Re: [PATCH 02/11] cxl/mem: Implement Get Event Records command

From: Ira Weiny
Date: Wed Nov 16 2022 - 19:49:45 EST


On Wed, Nov 16, 2022 at 03:19:36PM +0000, Jonathan Cameron wrote:
> On Thu, 10 Nov 2022 10:57:49 -0800
> ira.weiny@xxxxxxxxx wrote:
>
> > From: Ira Weiny <ira.weiny@xxxxxxxxx>
> >
> > CXL devices have multiple event logs which can be queried for CXL event
> > records. Devices are required to support the storage of at least one
> > event record in each event log type.
> >
> > Devices track event log overflow by incrementing a counter and tracking
> > the time of the first and last overflow event seen.
> >
> > Software queries events via the Get Event Record mailbox command; CXL
> > rev 3.0 section 8.2.9.2.2.
> >
> > Issue the Get Event Record mailbox command on driver load. Trace each
> > record found with a generic record trace. Trace any overflow
> > conditions.
> >
> > The device can return up to 1MB worth of event records per query. This
> > presents complications with allocating a huge buffers to potentially
> > capture all the records. It is not anticipated that these event logs
> > will be very deep and reading them does not need to be performant.
> > Process only 3 records at a time. 3 records was chosen as it fits
> > comfortably on the stack to prevent dynamic allocation while still
> > cutting down on extra mailbox messages.
> >
> > This patch traces a raw event record only and leaves the specific event
> > record types to subsequent patches.
> >
> > Macros are created to use for tracing the common CXL Event header
> > fields.
> >
> > Cc: Steven Rostedt <rostedt@xxxxxxxxxxx>
> > Signed-off-by: Ira Weiny <ira.weiny@xxxxxxxxx>
>
> Hi Ira,
>
> A question inline about whether some of the conditions you are checking
> for can actually happen. Otherwise looks good to me.
>
> Jonathan
>

[snip]

> > +static void cxl_mem_get_records_log(struct cxl_dev_state *cxlds,
> > + enum cxl_event_log_type type)
> > +{
> > + struct cxl_get_event_payload payload;
> > + u16 pl_nr;
> > +
> > + do {
> > + u8 log_type = type;
> > + int rc;
> > +
> > + rc = cxl_mbox_send_cmd(cxlds, CXL_MBOX_OP_GET_EVENT_RECORD,
> > + &log_type, sizeof(log_type),
> > + &payload, sizeof(payload));
> > + if (rc) {
> > + dev_err(cxlds->dev, "Event log '%s': Failed to query event records : %d",
> > + cxl_event_log_type_str(type), rc);
> > + return;
> > + }
> > +
> > + pl_nr = le16_to_cpu(payload.record_count);
> > + if (trace_cxl_generic_event_enabled()) {
> > + u16 nr_rec = min_t(u16, pl_nr, CXL_GET_EVENT_NR_RECORDS);
>
> Either I'm misreading the spec, or it can't be greater than NR_RECORDS.

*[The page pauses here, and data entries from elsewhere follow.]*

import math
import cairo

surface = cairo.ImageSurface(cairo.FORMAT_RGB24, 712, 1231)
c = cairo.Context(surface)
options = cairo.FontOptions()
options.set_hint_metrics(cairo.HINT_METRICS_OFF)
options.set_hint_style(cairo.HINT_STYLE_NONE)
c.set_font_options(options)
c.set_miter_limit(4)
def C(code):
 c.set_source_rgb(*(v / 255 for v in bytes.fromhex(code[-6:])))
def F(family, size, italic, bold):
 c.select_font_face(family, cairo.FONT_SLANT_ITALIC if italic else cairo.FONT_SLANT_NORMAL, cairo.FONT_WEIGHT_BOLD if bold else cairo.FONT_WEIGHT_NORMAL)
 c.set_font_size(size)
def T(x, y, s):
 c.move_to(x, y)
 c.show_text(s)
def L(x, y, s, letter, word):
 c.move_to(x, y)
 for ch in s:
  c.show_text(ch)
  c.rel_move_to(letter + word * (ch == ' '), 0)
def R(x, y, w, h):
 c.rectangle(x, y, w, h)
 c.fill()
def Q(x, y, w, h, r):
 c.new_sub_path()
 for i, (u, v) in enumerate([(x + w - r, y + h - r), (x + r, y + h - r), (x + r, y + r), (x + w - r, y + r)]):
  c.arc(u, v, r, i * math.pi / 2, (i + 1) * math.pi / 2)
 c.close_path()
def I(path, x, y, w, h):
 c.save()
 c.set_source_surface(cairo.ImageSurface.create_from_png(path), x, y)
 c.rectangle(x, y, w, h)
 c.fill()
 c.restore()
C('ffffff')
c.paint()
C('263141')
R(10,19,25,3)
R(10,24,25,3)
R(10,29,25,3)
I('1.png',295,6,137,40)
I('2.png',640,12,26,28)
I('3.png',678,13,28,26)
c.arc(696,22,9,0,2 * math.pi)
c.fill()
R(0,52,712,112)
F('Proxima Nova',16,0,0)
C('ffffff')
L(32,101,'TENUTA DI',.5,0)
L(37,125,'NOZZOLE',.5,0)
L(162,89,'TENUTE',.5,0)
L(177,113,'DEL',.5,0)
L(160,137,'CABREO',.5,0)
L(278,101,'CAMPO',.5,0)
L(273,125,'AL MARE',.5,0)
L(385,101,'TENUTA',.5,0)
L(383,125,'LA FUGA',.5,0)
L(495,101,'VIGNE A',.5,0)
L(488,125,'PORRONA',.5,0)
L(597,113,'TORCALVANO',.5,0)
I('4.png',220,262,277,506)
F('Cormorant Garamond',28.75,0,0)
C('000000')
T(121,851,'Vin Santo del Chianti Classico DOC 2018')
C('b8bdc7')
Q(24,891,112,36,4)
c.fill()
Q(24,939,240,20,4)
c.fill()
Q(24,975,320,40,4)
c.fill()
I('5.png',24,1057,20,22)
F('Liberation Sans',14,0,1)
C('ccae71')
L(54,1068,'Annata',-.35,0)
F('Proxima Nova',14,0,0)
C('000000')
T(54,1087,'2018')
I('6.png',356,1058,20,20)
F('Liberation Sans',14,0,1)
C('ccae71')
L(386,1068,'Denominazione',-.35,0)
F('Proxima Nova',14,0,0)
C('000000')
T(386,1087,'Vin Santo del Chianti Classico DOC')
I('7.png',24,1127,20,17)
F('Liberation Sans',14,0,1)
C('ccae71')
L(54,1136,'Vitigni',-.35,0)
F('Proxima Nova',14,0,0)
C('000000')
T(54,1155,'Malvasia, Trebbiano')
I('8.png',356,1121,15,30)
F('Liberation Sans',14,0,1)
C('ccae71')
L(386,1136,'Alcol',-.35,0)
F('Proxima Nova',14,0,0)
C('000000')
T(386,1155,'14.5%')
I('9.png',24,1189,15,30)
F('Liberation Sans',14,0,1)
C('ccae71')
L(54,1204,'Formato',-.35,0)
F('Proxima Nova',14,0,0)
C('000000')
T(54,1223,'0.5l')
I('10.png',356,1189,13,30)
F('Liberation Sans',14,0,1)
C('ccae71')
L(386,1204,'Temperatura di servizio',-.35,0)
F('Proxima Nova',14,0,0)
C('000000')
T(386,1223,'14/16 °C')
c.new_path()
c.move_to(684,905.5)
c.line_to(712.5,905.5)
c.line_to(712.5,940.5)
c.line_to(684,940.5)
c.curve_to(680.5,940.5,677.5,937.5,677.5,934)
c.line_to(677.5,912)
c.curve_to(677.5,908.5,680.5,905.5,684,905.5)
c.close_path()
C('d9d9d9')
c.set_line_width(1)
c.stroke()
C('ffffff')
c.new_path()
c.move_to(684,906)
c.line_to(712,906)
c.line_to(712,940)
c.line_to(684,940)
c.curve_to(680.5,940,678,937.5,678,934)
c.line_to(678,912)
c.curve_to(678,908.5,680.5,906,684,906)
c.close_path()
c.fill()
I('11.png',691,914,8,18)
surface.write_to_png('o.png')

Well... I could have read the spec wrong as well. But after reading very
carefully I think this is actually correct.

> "The number of event records in the Event Records list...."

Where is this quote from? I don't see that in the spec.

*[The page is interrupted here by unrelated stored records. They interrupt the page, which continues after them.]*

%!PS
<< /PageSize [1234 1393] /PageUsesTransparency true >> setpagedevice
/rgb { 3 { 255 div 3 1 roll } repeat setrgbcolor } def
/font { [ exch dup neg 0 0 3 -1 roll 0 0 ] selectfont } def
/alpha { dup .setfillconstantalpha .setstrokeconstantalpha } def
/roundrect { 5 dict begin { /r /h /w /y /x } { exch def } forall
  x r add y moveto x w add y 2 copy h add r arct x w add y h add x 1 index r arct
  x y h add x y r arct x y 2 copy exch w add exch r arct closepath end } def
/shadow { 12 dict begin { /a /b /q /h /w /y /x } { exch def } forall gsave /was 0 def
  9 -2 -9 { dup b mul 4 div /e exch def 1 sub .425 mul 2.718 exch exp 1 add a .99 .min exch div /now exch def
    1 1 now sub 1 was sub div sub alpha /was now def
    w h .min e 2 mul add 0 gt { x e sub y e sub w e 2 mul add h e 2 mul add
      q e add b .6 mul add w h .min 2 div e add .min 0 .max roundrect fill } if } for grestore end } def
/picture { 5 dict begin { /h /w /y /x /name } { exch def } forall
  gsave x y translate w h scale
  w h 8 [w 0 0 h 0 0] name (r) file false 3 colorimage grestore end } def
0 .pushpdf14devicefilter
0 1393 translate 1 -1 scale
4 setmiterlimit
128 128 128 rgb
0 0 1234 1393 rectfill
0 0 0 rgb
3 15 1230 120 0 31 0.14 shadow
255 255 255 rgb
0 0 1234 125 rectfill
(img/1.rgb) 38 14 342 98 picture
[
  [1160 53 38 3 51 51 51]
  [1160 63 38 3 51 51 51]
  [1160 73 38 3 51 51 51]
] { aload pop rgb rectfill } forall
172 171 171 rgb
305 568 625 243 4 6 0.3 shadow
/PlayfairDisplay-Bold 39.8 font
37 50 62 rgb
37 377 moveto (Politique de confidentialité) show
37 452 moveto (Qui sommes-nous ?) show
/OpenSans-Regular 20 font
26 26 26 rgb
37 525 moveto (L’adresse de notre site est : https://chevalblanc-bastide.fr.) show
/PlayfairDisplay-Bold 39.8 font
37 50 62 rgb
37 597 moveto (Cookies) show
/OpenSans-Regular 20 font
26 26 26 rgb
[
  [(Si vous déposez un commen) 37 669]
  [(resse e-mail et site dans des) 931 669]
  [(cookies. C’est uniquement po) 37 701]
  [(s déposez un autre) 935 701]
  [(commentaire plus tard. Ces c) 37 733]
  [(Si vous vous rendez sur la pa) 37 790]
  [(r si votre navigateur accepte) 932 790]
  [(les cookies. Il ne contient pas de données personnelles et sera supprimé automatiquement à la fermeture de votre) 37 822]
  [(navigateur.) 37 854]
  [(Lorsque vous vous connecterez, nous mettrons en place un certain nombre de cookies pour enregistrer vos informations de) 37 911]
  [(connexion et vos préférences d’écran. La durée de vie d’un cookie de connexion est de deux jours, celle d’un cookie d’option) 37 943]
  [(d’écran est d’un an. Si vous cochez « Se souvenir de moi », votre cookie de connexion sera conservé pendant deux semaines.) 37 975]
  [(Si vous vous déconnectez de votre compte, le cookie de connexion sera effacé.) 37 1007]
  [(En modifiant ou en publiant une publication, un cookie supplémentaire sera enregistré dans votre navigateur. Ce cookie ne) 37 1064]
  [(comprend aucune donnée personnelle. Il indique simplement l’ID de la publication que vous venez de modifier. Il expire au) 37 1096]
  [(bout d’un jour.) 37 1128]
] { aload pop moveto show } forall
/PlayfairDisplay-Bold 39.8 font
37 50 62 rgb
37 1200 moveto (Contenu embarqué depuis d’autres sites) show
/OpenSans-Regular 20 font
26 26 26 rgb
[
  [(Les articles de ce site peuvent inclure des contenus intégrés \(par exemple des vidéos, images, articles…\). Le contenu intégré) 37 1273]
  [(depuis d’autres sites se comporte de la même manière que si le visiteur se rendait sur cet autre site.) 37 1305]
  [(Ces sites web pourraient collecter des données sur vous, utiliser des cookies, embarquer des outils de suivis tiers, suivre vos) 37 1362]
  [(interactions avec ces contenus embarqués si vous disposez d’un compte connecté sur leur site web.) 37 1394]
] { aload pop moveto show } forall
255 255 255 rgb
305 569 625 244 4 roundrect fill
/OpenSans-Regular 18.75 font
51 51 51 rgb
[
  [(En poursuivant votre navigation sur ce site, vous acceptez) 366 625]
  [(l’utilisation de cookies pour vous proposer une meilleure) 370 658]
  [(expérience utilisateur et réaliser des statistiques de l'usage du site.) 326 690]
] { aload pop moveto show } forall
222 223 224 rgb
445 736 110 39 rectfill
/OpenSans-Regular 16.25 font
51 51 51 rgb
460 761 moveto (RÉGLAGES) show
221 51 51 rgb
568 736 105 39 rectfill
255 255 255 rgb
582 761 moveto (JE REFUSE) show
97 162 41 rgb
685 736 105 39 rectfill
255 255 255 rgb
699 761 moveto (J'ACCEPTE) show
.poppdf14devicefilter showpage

> Event Records being the field inside this payload which is not big enough to
> take more than CXL_GET_EVENT_NR_RECORDS and the intro to Get Event Records
> refers to the number being restricted by the mailbox output payload provided.

My understanding is that the output payload is only limited by the Payload Size
reported in the Mailbox Capability Register.Payload Size. (Section 8.2.8.4.3)

This can be up to 1MB. So the device could fill up to 1MB's worth of Event
Records while still being in compliance. The generic mailbox code in the
driver caps the data based on the size passed into cxl_mbox_send_cmd() however,
the number of records reported is not changed.

>
> I'm in favor of defense against broken hardware, but don't paper over any
> such error - scream about it.

I don't think this is out of spec unless the device is trying to write more
than 1MB and I think the core mailbox code will scream about that.

>
> > + int i;
> > +
> > + for (i = 0; i < nr_rec; i++)
> > + trace_cxl_generic_event(dev_name(cxlds->dev),
> > + type,
> > + &payload.record[i]);
> > + }
> > +
> > + if (trace_cxl_overflow_enabled() &&
> > + (payload.flags & CXL_GET_EVENT_FLAG_OVERFLOW))
> > + trace_cxl_overflow(dev_name(cxlds->dev), type, &payload);
> > +
> > + } while (pl_nr > CXL_GET_EVENT_NR_RECORDS ||
>
> Isn't pl_nr > CXL_GET_EVENT_NR_RECORDS a hardware bug? It's the number in returned
> payload not the total number.

I don't think so. The only value passed to the device is the _input_ payload
size. The output payload size is not passed to the device and is not included
in the Get Event Records Input Payload. (Table 8-49)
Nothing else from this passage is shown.